[Task to complete] Check every line of the records below for the string "Drought" and copy the ones that have it.

--- Records to use ---

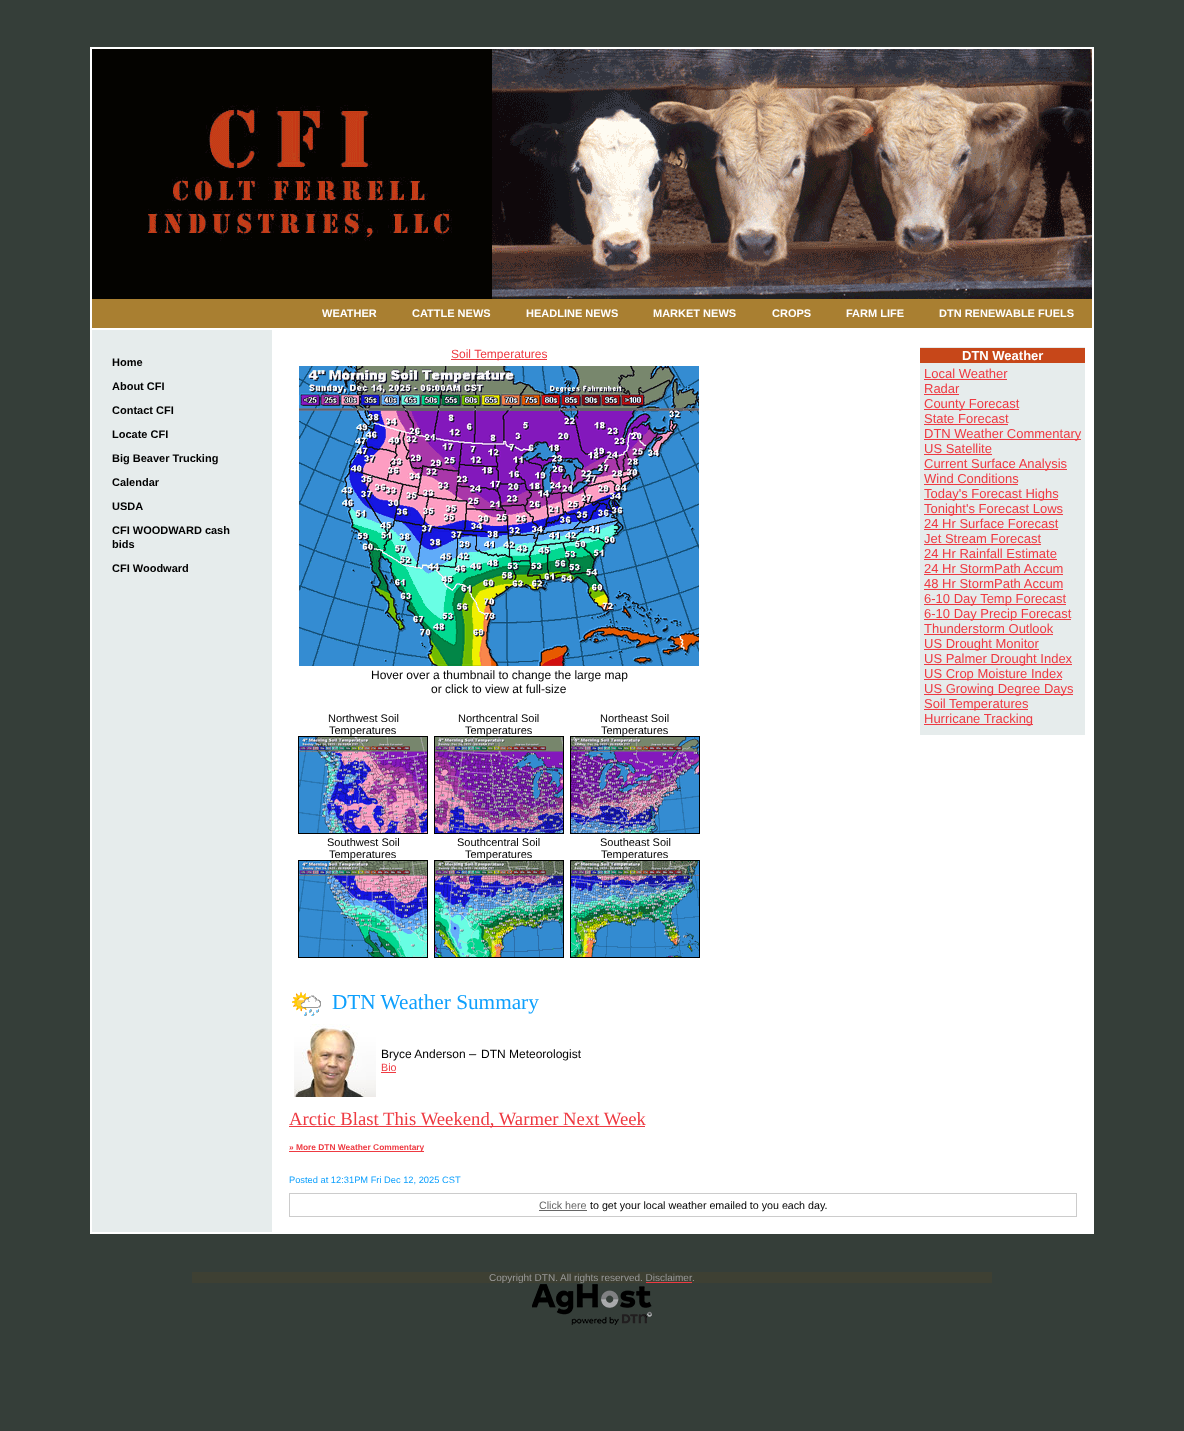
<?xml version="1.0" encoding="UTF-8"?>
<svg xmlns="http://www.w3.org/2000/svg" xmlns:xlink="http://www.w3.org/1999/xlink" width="1184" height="1431">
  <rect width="100%" height="100%" fill="#353e39" />
  <rect x="90" y="47" width="1004" height="1187" fill="#ffffff" />
  <image x="92" y="49" width="1000" height="250" xlink:href="image1.png" />
  <rect x="92" y="299" width="1000" height="29" fill="#a97f31" />
  <rect x="92" y="330" width="180" height="902" fill="#e6ecec" />
  <rect x="451" y="359" width="96" height="1" fill="#ee3a42" />
  <image x="299" y="366" width="400" height="300" xlink:href="image2.png" />
  <rect x="298.5" y="736.5" width="129" height="97" fill="none" stroke="#000000" />
  <image x="299" y="737" width="128" height="96" xlink:href="image3.png" />
  <rect x="434.5" y="736.5" width="129" height="97" fill="none" stroke="#000000" />
  <image x="435" y="737" width="128" height="96" xlink:href="image4.png" />
  <rect x="570.5" y="736.5" width="129" height="97" fill="none" stroke="#000000" />
  <image x="571" y="737" width="128" height="96" xlink:href="image5.png" />
  <rect x="298.5" y="860.5" width="129" height="97" fill="none" stroke="#000000" />
  <image x="299" y="861" width="128" height="96" xlink:href="image6.png" />
  <rect x="434.5" y="860.5" width="129" height="97" fill="none" stroke="#000000" />
  <image x="435" y="861" width="128" height="96" xlink:href="image7.png" />
  <rect x="570.5" y="860.5" width="129" height="97" fill="none" stroke="#000000" />
  <image x="571" y="861" width="128" height="96" xlink:href="image8.png" />
  <rect x="920" y="347" width="165" height="388" fill="#e6ecec" />
  <rect x="920" y="348" width="165" height="15" fill="#c74719" />
  <rect x="924" y="379" width="83" height="1" fill="#ee3a42" />
  <rect x="924" y="394" width="35" height="1" fill="#ee3a42" />
  <rect x="924" y="409" width="95" height="1" fill="#ee3a42" />
  <rect x="924" y="424" width="84" height="1" fill="#ee3a42" />
  <rect x="924" y="439" width="157" height="1" fill="#ee3a42" />
  <rect x="924" y="454" width="68" height="1" fill="#ee3a42" />
  <rect x="924" y="469" width="143" height="1" fill="#ee3a42" />
  <rect x="924" y="484" width="94" height="1" fill="#ee3a42" />
  <rect x="924" y="499" width="134" height="1" fill="#ee3a42" />
  <rect x="924" y="514" width="139" height="1" fill="#ee3a42" />
  <rect x="924" y="529" width="134" height="1" fill="#ee3a42" />
  <rect x="924" y="544" width="117" height="1" fill="#ee3a42" />
  <rect x="924" y="559" width="133" height="1" fill="#ee3a42" />
  <rect x="924" y="574" width="139" height="1" fill="#ee3a42" />
  <rect x="924" y="589" width="139" height="1" fill="#ee3a42" />
  <rect x="924" y="604" width="142" height="1" fill="#ee3a42" />
  <rect x="924" y="619" width="147" height="1" fill="#ee3a42" />
  <rect x="924" y="634" width="129" height="1" fill="#ee3a42" />
  <rect x="924" y="649" width="115" height="1" fill="#ee3a42" />
  <rect x="924" y="664" width="148" height="1" fill="#ee3a42" />
  <rect x="924" y="679" width="138" height="1" fill="#ee3a42" />
  <rect x="924" y="694" width="149" height="1" fill="#ee3a42" />
  <rect x="924" y="709" width="104" height="1" fill="#ee3a42" />
  <rect x="924" y="724" width="109" height="1" fill="#ee3a42" />
  <image x="292" y="992" width="29" height="24" xlink:href="image9.png" />
  <image x="294" y="1024" width="82" height="73" xlink:href="image10.png" />
  <rect x="381" y="1072" width="15" height="1" fill="#ee3a42" />
  <rect x="289" y="1126" width="356" height="1" fill="#ee3a42" />
  <rect x="289" y="1151" width="135" height="1" fill="#ee3a42" />
  <rect x="289.5" y="1193.5" width="787" height="23" fill="none" stroke="#cccccc" />
  <rect x="539" y="1210" width="48" height="1" fill="#666666" />
  <rect x="192" y="1272" width="800" height="11" fill="#3e4033" />
  <image x="532" y="1284" width="120" height="41" xlink:href="image11.png" />
  <text x="322" y="317" style="font-family: Liberation Sans; font-size: 11px; font-weight: bold; fill: #ffffff">WEATHER</text>
  <text x="412" y="317" style="font-family: Liberation Sans; font-size: 11px; font-weight: bold; fill: #ffffff">CATTLE NEWS</text>
  <text x="526" y="317" style="font-family: Liberation Sans; font-size: 11px; font-weight: bold; fill: #ffffff">HEADLINE NEWS</text>
  <text x="653" y="317" style="font-family: Liberation Sans; font-size: 11px; font-weight: bold; fill: #ffffff">MARKET NEWS</text>
  <text x="772" y="317" style="font-family: Liberation Sans; font-size: 11px; font-weight: bold; fill: #ffffff">CROPS</text>
  <text x="846" y="317" style="font-family: Liberation Sans; font-size: 11px; font-weight: bold; fill: #ffffff">FARM LIFE</text>
  <text x="939" y="317" style="font-family: Liberation Sans; font-size: 11px; font-weight: bold; fill: #ffffff">DTN RENEWABLE FUELS</text>
  <text x="112" y="366" style="font-family: Liberation Sans; font-size: 11px; font-weight: bold; fill: #000000">Home</text>
  <text x="112" y="390" style="font-family: Liberation Sans; font-size: 11px; font-weight: bold; fill: #000000">About CFI</text>
  <text x="112" y="414" style="font-family: Liberation Sans; font-size: 11px; font-weight: bold; fill: #000000">Contact CFI</text>
  <text x="112" y="438" style="font-family: Liberation Sans; font-size: 11px; font-weight: bold; fill: #000000">Locate CFI</text>
  <text x="112" y="462" style="font-family: Liberation Sans; font-size: 11px; font-weight: bold; fill: #000000">Big Beaver Trucking</text>
  <text x="112" y="486" style="font-family: Liberation Sans; font-size: 11px; font-weight: bold; fill: #000000">Calendar</text>
  <text x="112" y="510" style="font-family: Liberation Sans; font-size: 11px; font-weight: bold; fill: #000000">USDA</text>
  <text x="112" y="534" style="font-family: Liberation Sans; font-size: 11px; font-weight: bold; fill: #000000">CFI WOODWARD cash</text>
  <text x="112" y="548" style="font-family: Liberation Sans; font-size: 11px; font-weight: bold; fill: #000000">bids</text>
  <text x="112" y="572" style="font-family: Liberation Sans; font-size: 11px; font-weight: bold; fill: #000000">CFI Woodward</text>
  <text x="451" y="358" style="font-family: Liberation Sans; font-size: 12px; fill: #ee3a42">Soil Temperatures</text>
  <text x="371" y="679" style="font-family: Liberation Sans; font-size: 12px; fill: #000000">Hover over a thumbnail to change the large map</text>
  <text x="431" y="693" style="font-family: Liberation Sans; font-size: 12px; fill: #000000">or click to view at full-size</text>
  <text x="328" y="722" style="font-family: Liberation Sans; font-size: 11px; fill: #000000">Northwest Soil</text>
  <text x="329" y="734" style="font-family: Liberation Sans; font-size: 11px; fill: #000000">Temperatures</text>
  <text x="458" y="722" style="font-family: Liberation Sans; font-size: 11px; fill: #000000">Northcentral Soil</text>
  <text x="465" y="734" style="font-family: Liberation Sans; font-size: 11px; fill: #000000">Temperatures</text>
  <text x="600" y="722" style="font-family: Liberation Sans; font-size: 11px; fill: #000000">Northeast Soil</text>
  <text x="601" y="734" style="font-family: Liberation Sans; font-size: 11px; fill: #000000">Temperatures</text>
  <text x="327" y="846" style="font-family: Liberation Sans; font-size: 11px; fill: #000000">Southwest Soil</text>
  <text x="329" y="858" style="font-family: Liberation Sans; font-size: 11px; fill: #000000">Temperatures</text>
  <text x="457" y="846" style="font-family: Liberation Sans; font-size: 11px; fill: #000000">Southcentral Soil</text>
  <text x="465" y="858" style="font-family: Liberation Sans; font-size: 11px; fill: #000000">Temperatures</text>
  <text x="600" y="846" style="font-family: Liberation Sans; font-size: 11px; fill: #000000">Southeast Soil</text>
  <text x="601" y="858" style="font-family: Liberation Sans; font-size: 11px; fill: #000000">Temperatures</text>
  <text x="962" y="360" style="font-family: Liberation Sans; font-size: 13px; font-weight: bold; fill: #ffffff">DTN Weather</text>
  <text x="924" y="378" style="font-family: Liberation Sans; font-size: 13px; fill: #ee3a42">Local Weather</text>
  <text x="924" y="393" style="font-family: Liberation Sans; font-size: 13px; fill: #ee3a42">Radar</text>
  <text x="924" y="408" style="font-family: Liberation Sans; font-size: 13px; fill: #ee3a42">County Forecast</text>
  <text x="924" y="423" style="font-family: Liberation Sans; font-size: 13px; fill: #ee3a42">State Forecast</text>
  <text x="924" y="438" style="font-family: Liberation Sans; font-size: 13px; fill: #ee3a42">DTN Weather Commentary</text>
  <text x="924" y="453" style="font-family: Liberation Sans; font-size: 13px; fill: #ee3a42">US Satellite</text>
  <text x="924" y="468" style="font-family: Liberation Sans; font-size: 13px; fill: #ee3a42">Current Surface Analysis</text>
  <text x="924" y="483" style="font-family: Liberation Sans; font-size: 13px; fill: #ee3a42">Wind Conditions</text>
  <text x="924" y="498" style="font-family: Liberation Sans; font-size: 13px; fill: #ee3a42">Today's Forecast Highs</text>
  <text x="924" y="513" style="font-family: Liberation Sans; font-size: 13px; fill: #ee3a42">Tonight's Forecast Lows</text>
  <text x="924" y="528" style="font-family: Liberation Sans; font-size: 13px; fill: #ee3a42">24 Hr Surface Forecast</text>
  <text x="924" y="543" style="font-family: Liberation Sans; font-size: 13px; fill: #ee3a42">Jet Stream Forecast</text>
  <text x="924" y="558" style="font-family: Liberation Sans; font-size: 13px; fill: #ee3a42">24 Hr Rainfall Estimate</text>
  <text x="924" y="573" style="font-family: Liberation Sans; font-size: 13px; fill: #ee3a42">24 Hr StormPath Accum</text>
  <text x="924" y="588" style="font-family: Liberation Sans; font-size: 13px; fill: #ee3a42">48 Hr StormPath Accum</text>
  <text x="924" y="603" style="font-family: Liberation Sans; font-size: 13px; fill: #ee3a42">6-10 Day Temp Forecast</text>
  <text x="924" y="618" style="font-family: Liberation Sans; font-size: 13px; fill: #ee3a42">6-10 Day Precip Forecast</text>
  <text x="924" y="633" style="font-family: Liberation Sans; font-size: 13px; fill: #ee3a42">Thunderstorm Outlook</text>
  <text x="924" y="648" style="font-family: Liberation Sans; font-size: 13px; fill: #ee3a42">US Drought Monitor</text>
  <text x="924" y="663" style="font-family: Liberation Sans; font-size: 13px; fill: #ee3a42">US Palmer Drought Index</text>
  <text x="924" y="678" style="font-family: Liberation Sans; font-size: 13px; fill: #ee3a42">US Crop Moisture Index</text>
  <text x="924" y="693" style="font-family: Liberation Sans; font-size: 13px; fill: #ee3a42">US Growing Degree Days</text>
  <text x="924" y="708" style="font-family: Liberation Sans; font-size: 13px; fill: #ee3a42">Soil Temperatures</text>
  <text x="924" y="723" style="font-family: Liberation Sans; font-size: 13px; fill: #ee3a42">Hurricane Tracking</text>
  <text x="332" y="1009" style="font-family: Liberation Serif; font-size: 21.25px; fill: #0ea0fd">DTN Weather Summary</text>
  <text x="381" y="1058" style="font-family: Liberation Sans; font-size: 12px; fill: #000000">Bryce Anderson</text>
  <text x="469" y="1058" style="font-family: Liberation Sans; font-size: 13px; fill: #000000">–</text>
  <text x="481" y="1058" style="font-family: Liberation Sans; font-size: 12px; fill: #000000">DTN Meteorologist</text>
  <text x="381" y="1071" style="font-family: Liberation Sans; font-size: 10.7px; fill: #ee3a42">Bio</text>
  <text x="289" y="1125" style="font-family: Liberation Serif; font-size: 18.7px; fill: #ee3a42">Arctic Blast This Weekend, Warmer Next Week</text>
  <text x="289" y="1150" style="font-family: Liberation Sans; font-size: 8.4px; font-weight: bold; fill: #ee3a42">» More DTN Weather Commentary</text>
  <text x="289" y="1183" style="font-family: Liberation Sans; font-size: 9.3px; fill: #0ea0fd">Posted at 12:31PM Fri Dec 12, 2025 CST</text>
  <text x="539" y="1209" style="font-family: Liberation Sans; font-size: 10.7px; fill: #666666">Click here</text>
  <text x="590" y="1209" style="font-family: Liberation Sans; font-size: 10.7px; fill: #000000">to get your local weather emailed to you each day.</text>
  <text x="489" y="1281" style="font-family: Liberation Sans; font-size: 10px; fill: #999999">Copyright DTN.</text>
  <text x="560" y="1281" style="font-family: Liberation Sans; font-size: 10px; fill: #999999">All rights reserved. Disclaimer</text>
  <text x="692" y="1281" style="font-family: Liberation Sans; font-size: 10px; fill: #999999">.</text>
  <rect x="646" y="1282" width="46" height="1" fill="#ee3a42" />
</svg>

---

[Solution to the exercise]
  <text x="924" y="648" style="font-family: Liberation Sans; font-size: 13px; fill: #ee3a42">US Drought Monitor</text>
  <text x="924" y="663" style="font-family: Liberation Sans; font-size: 13px; fill: #ee3a42">US Palmer Drought Index</text>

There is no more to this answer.